*TASK BRIEF*:
Reproduce the entries below exactly, but only from the line containing "Detect the labels" to the line containing "Draw a box around the", inclusive.

Records from a dataset
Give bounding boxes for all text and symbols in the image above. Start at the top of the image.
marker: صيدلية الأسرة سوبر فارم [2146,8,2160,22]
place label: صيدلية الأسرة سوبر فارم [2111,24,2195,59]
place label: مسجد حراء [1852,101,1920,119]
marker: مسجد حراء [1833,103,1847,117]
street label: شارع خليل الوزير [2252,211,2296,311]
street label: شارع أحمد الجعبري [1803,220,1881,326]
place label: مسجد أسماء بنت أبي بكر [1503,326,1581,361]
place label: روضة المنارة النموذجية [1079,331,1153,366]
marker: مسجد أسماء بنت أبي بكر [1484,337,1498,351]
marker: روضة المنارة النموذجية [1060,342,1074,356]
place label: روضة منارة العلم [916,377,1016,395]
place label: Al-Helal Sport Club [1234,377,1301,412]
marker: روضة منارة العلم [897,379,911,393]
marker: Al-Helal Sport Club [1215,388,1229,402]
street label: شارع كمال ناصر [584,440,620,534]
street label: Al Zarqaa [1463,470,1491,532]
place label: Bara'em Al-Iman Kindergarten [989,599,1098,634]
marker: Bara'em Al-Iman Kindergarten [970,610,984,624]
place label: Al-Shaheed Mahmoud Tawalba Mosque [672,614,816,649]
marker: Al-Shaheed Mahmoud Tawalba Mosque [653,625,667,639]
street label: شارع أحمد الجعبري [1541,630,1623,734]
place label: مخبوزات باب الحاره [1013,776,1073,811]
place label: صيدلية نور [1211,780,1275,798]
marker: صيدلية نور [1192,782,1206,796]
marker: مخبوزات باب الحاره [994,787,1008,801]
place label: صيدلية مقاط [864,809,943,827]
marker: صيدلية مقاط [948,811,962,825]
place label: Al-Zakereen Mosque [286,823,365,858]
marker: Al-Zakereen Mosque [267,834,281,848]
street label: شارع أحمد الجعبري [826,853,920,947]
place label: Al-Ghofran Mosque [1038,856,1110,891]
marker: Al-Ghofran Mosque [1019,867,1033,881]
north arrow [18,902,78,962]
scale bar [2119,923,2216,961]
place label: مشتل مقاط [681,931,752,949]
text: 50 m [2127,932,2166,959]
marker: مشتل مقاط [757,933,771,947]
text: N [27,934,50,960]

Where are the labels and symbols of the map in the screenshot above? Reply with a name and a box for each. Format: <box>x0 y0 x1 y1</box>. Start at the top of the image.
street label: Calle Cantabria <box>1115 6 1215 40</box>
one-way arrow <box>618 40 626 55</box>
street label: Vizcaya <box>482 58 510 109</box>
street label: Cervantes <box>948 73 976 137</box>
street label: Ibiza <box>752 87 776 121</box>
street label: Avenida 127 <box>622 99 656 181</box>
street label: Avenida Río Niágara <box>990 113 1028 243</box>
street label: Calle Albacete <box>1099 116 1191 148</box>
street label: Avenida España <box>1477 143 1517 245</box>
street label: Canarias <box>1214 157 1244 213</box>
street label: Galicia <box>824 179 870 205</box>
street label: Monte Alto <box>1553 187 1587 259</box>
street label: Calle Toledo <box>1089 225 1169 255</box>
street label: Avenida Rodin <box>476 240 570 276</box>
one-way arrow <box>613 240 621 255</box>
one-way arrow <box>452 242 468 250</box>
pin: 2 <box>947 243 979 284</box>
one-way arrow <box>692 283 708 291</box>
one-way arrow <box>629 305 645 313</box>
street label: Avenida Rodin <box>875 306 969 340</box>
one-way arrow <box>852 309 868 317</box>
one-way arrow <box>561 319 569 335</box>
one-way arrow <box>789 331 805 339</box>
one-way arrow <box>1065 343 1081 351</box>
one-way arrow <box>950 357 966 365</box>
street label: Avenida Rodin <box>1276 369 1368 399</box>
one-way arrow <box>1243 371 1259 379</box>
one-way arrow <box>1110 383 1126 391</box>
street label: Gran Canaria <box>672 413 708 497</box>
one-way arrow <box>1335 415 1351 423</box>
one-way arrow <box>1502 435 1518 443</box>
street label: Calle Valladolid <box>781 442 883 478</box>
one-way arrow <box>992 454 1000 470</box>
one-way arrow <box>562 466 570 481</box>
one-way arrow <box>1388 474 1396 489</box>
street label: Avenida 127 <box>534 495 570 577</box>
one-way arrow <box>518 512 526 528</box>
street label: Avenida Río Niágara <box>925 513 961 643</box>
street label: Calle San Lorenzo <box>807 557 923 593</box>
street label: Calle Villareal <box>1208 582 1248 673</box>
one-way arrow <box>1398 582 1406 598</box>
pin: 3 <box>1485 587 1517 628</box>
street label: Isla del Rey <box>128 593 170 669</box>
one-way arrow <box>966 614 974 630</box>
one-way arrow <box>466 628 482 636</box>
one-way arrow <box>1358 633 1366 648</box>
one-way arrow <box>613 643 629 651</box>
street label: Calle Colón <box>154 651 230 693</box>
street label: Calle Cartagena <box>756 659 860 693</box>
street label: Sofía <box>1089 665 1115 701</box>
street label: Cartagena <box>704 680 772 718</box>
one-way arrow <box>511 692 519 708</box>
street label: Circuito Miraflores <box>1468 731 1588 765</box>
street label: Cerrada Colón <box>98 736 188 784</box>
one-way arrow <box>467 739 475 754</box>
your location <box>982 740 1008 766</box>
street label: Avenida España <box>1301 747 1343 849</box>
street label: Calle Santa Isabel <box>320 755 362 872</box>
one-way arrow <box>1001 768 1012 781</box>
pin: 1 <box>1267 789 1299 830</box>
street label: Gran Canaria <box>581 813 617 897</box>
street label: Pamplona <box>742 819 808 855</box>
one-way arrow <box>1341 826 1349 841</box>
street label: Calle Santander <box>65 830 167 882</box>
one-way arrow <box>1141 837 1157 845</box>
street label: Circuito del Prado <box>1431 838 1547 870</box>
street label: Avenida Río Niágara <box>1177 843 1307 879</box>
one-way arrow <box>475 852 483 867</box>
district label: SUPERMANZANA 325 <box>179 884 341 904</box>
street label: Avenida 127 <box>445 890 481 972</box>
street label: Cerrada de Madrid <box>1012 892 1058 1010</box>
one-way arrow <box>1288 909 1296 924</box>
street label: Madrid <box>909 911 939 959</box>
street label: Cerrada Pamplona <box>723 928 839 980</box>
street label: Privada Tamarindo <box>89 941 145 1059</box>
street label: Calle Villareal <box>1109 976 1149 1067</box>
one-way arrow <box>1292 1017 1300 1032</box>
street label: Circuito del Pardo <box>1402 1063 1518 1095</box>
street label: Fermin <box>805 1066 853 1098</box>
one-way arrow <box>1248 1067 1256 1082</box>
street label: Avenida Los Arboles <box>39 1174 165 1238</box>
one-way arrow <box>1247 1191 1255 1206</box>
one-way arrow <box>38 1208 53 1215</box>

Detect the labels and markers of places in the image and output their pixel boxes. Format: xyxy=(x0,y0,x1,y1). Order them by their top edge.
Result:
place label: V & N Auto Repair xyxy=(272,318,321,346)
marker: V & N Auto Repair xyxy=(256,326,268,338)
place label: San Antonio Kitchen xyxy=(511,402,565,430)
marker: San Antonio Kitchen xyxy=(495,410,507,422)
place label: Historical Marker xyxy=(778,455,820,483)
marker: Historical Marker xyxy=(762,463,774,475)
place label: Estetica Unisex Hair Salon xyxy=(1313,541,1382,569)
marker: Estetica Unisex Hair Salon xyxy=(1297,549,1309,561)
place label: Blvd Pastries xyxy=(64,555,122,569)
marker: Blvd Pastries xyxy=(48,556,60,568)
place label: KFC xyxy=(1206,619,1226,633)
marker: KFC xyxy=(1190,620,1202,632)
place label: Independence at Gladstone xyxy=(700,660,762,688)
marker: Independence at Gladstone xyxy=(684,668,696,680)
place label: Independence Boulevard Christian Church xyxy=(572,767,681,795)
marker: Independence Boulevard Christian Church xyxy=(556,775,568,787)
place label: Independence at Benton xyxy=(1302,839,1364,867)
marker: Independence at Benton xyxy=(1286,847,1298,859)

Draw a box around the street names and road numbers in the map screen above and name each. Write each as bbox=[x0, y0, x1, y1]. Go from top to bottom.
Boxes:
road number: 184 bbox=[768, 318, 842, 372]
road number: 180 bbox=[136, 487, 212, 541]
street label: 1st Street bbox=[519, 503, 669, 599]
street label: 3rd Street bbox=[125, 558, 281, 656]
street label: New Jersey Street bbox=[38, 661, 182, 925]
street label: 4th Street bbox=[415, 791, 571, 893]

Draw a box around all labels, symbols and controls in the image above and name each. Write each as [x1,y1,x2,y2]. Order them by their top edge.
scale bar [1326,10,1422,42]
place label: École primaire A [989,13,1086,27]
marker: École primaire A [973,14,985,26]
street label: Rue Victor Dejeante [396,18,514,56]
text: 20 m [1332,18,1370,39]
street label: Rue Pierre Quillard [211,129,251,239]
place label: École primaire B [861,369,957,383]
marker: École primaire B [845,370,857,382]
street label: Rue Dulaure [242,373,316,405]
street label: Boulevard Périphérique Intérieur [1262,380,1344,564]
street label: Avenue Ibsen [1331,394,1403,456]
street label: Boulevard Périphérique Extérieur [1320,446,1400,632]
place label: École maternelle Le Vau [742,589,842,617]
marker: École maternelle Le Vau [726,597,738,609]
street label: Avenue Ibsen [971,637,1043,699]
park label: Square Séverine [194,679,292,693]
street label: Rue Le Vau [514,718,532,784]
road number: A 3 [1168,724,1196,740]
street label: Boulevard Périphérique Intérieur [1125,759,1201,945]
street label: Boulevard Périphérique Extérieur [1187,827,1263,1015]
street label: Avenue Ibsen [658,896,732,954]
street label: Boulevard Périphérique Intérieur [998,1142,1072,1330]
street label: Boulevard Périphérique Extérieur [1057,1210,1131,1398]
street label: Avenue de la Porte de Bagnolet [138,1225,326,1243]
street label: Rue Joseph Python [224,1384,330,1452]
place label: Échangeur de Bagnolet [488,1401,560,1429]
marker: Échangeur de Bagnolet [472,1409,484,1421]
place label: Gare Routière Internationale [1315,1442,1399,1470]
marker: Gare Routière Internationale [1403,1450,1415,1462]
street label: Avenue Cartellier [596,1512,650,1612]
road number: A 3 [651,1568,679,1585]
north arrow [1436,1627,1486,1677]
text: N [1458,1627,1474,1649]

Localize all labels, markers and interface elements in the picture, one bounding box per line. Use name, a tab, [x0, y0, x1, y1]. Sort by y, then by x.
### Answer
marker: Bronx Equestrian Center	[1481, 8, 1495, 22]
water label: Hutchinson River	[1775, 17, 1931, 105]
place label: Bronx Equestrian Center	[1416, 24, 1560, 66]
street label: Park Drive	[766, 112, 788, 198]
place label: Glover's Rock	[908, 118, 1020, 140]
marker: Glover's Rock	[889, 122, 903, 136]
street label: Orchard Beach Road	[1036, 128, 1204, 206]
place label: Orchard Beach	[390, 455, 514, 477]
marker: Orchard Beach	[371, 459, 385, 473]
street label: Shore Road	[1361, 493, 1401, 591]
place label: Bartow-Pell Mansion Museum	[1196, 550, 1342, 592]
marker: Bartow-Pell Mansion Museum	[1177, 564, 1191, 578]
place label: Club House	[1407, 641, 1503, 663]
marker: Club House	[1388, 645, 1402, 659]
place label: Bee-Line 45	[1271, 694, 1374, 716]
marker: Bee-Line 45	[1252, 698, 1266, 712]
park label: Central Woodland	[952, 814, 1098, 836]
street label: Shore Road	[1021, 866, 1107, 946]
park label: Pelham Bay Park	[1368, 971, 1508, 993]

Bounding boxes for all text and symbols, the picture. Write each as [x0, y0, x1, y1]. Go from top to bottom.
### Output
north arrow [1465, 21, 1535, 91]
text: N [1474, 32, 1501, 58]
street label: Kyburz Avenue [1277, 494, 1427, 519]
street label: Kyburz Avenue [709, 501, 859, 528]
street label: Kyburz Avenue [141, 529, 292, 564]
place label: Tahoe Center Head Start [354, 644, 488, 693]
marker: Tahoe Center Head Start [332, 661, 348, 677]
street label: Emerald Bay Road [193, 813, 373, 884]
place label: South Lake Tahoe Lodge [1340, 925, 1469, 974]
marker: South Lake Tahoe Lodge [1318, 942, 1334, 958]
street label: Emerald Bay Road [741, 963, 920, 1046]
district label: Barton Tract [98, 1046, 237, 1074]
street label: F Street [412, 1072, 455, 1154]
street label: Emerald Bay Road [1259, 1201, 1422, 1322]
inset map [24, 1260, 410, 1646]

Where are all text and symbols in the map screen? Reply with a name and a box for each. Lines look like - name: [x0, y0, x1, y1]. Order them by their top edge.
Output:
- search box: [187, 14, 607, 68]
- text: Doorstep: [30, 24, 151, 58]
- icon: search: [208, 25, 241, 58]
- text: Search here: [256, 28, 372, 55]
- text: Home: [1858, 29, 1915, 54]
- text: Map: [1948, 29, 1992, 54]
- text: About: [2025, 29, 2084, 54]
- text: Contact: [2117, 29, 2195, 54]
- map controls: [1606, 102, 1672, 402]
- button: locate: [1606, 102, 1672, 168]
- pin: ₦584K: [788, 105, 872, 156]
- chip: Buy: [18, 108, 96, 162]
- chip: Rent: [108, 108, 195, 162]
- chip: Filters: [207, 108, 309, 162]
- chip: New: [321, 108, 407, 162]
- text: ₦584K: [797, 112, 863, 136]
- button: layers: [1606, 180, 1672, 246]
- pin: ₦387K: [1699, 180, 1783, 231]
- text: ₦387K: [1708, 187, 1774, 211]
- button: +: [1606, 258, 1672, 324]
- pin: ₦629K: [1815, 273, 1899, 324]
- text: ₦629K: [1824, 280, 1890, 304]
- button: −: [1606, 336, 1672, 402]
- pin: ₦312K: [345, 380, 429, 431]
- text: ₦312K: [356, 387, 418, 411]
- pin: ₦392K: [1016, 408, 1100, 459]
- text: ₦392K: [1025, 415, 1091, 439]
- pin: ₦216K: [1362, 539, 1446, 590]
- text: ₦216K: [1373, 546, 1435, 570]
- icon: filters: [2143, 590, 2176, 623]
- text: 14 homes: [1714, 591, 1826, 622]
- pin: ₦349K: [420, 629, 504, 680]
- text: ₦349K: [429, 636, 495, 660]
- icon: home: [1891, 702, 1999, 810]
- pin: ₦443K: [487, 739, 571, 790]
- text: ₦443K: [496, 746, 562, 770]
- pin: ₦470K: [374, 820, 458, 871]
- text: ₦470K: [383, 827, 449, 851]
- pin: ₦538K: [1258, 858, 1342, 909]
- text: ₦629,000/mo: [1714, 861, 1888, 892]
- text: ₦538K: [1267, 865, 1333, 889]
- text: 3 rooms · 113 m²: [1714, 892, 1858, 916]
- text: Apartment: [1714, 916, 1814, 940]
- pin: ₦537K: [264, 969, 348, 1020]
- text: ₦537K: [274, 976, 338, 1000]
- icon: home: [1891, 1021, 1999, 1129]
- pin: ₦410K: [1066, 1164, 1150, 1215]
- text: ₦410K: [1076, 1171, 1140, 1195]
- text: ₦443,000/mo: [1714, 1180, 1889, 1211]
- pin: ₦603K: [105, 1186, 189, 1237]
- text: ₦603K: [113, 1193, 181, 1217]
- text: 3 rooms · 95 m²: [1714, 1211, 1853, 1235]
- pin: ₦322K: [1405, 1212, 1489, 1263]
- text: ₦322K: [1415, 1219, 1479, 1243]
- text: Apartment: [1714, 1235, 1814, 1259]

*EXPECTED OUTPUT*:
Detect the labels and markers of places in the image and output their pixel boxes. Format: xyxy=(x0,y0,x1,y1). Order them by their top edge.
Result:
place label: V & N Auto Repair xyxy=(272,318,321,346)
marker: V & N Auto Repair xyxy=(256,326,268,338)
place label: San Antonio Kitchen xyxy=(511,402,565,430)
marker: San Antonio Kitchen xyxy=(495,410,507,422)
place label: Historical Marker xyxy=(778,455,820,483)
marker: Historical Marker xyxy=(762,463,774,475)
place label: Estetica Unisex Hair Salon xyxy=(1313,541,1382,569)
marker: Estetica Unisex Hair Salon xyxy=(1297,549,1309,561)
place label: Blvd Pastries xyxy=(64,555,122,569)
marker: Blvd Pastries xyxy=(48,556,60,568)
place label: KFC xyxy=(1206,619,1226,633)
marker: KFC xyxy=(1190,620,1202,632)
place label: Independence at Gladstone xyxy=(700,660,762,688)
marker: Independence at Gladstone xyxy=(684,668,696,680)
place label: Independence Boulevard Christian Church xyxy=(572,767,681,795)
marker: Independence Boulevard Christian Church xyxy=(556,775,568,787)
place label: Independence at Benton xyxy=(1302,839,1364,867)
marker: Independence at Benton xyxy=(1286,847,1298,859)

Draw a box around the street names and road numbers in the map screen above and name each. Write each as bbox=[x0, y0, x1, y1]. Go from top to bottom.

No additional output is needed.